▶ WORK TO COMPLETE: How many lines in the records below contain "Küstriner"? Reply with the number alone.

▶ TASK INPUT:

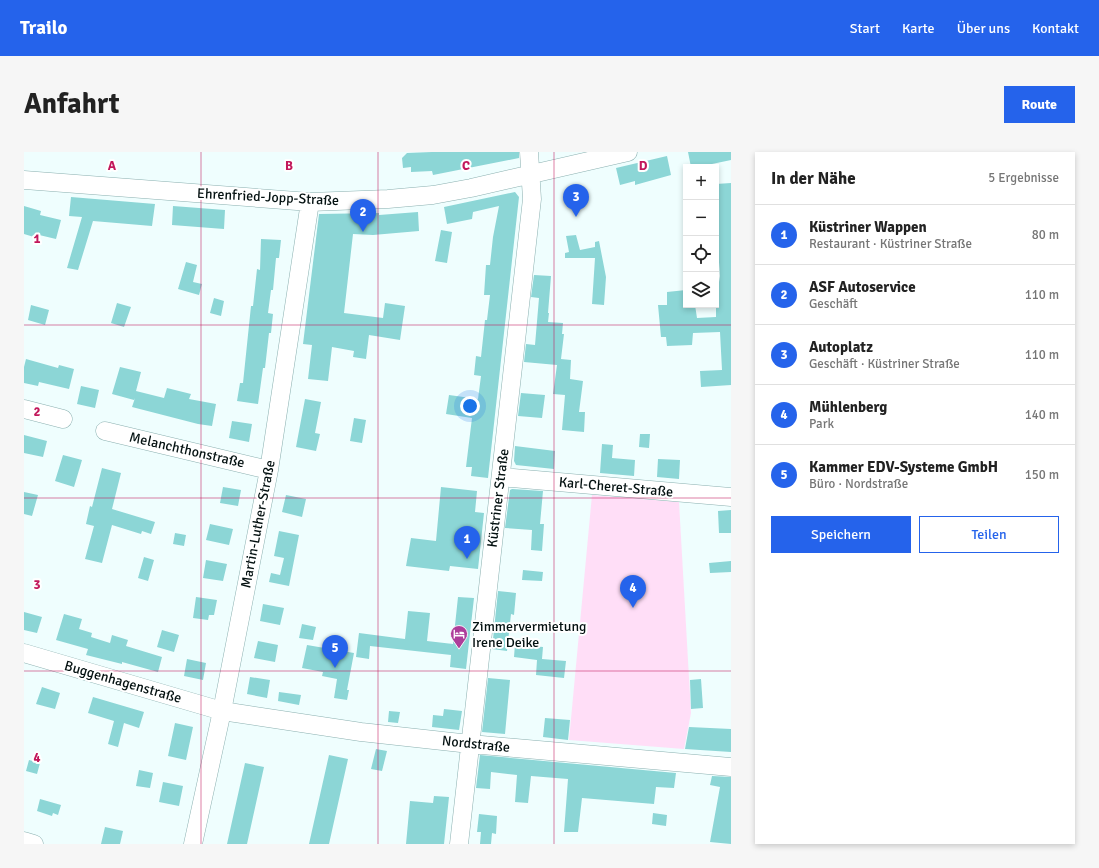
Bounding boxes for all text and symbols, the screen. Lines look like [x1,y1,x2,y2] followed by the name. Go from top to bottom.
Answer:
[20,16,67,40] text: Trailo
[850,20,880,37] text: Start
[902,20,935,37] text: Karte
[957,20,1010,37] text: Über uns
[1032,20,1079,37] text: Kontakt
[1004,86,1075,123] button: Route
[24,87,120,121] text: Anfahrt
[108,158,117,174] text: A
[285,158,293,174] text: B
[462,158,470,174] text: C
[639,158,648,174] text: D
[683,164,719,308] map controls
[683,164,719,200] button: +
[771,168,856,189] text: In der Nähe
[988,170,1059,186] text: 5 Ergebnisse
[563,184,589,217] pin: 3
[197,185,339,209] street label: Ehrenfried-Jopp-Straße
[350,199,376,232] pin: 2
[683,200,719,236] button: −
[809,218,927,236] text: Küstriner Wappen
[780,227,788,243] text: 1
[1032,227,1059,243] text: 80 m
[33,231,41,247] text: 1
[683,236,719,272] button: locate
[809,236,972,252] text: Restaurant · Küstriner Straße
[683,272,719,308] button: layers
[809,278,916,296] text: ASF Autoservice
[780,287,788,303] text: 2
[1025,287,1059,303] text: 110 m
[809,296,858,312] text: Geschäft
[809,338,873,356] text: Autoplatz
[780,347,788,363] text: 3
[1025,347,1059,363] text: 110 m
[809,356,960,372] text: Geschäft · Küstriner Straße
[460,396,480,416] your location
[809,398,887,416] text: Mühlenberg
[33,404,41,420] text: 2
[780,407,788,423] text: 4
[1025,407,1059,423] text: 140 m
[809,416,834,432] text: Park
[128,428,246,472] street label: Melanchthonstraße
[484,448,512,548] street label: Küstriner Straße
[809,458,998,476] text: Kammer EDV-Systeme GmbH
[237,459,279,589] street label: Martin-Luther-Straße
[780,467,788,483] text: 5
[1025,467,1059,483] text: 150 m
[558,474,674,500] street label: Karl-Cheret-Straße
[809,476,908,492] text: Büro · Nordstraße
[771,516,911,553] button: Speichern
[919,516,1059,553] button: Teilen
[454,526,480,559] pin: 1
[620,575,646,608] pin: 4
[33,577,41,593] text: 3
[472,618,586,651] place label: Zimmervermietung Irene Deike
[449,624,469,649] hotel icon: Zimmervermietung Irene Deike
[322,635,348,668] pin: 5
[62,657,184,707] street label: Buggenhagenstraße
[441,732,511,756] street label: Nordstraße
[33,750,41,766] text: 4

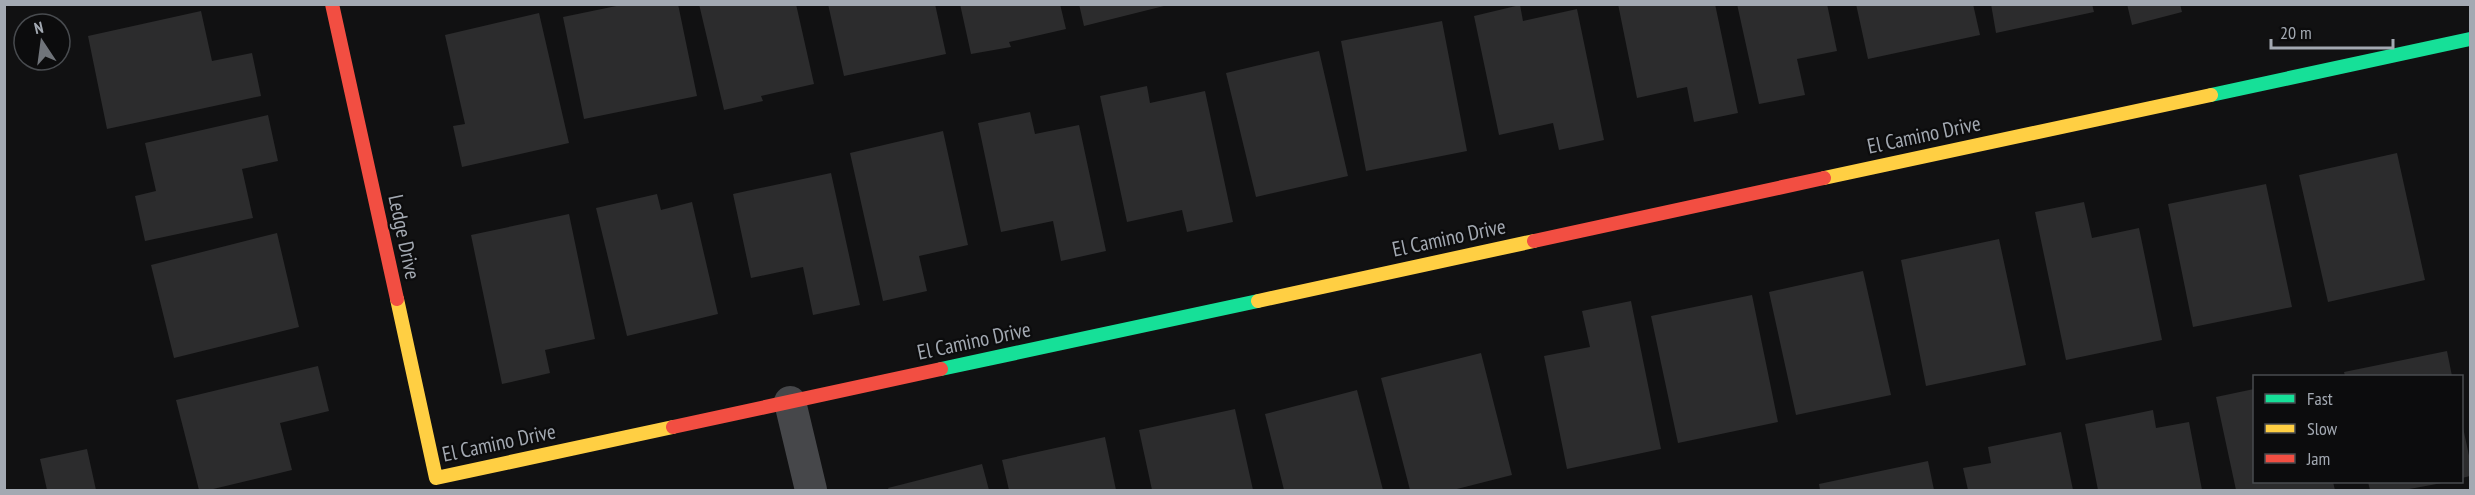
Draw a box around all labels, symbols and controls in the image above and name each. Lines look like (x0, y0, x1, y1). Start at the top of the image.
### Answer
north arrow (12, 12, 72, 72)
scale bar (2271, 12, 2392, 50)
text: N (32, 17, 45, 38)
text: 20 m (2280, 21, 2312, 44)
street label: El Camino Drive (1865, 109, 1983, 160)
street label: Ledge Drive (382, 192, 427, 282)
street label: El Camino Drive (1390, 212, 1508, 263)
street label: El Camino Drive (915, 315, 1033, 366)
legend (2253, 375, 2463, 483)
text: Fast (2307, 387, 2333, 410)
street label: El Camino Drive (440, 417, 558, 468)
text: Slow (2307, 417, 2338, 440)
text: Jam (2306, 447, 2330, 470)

▶ YOUR SOLUTION: 4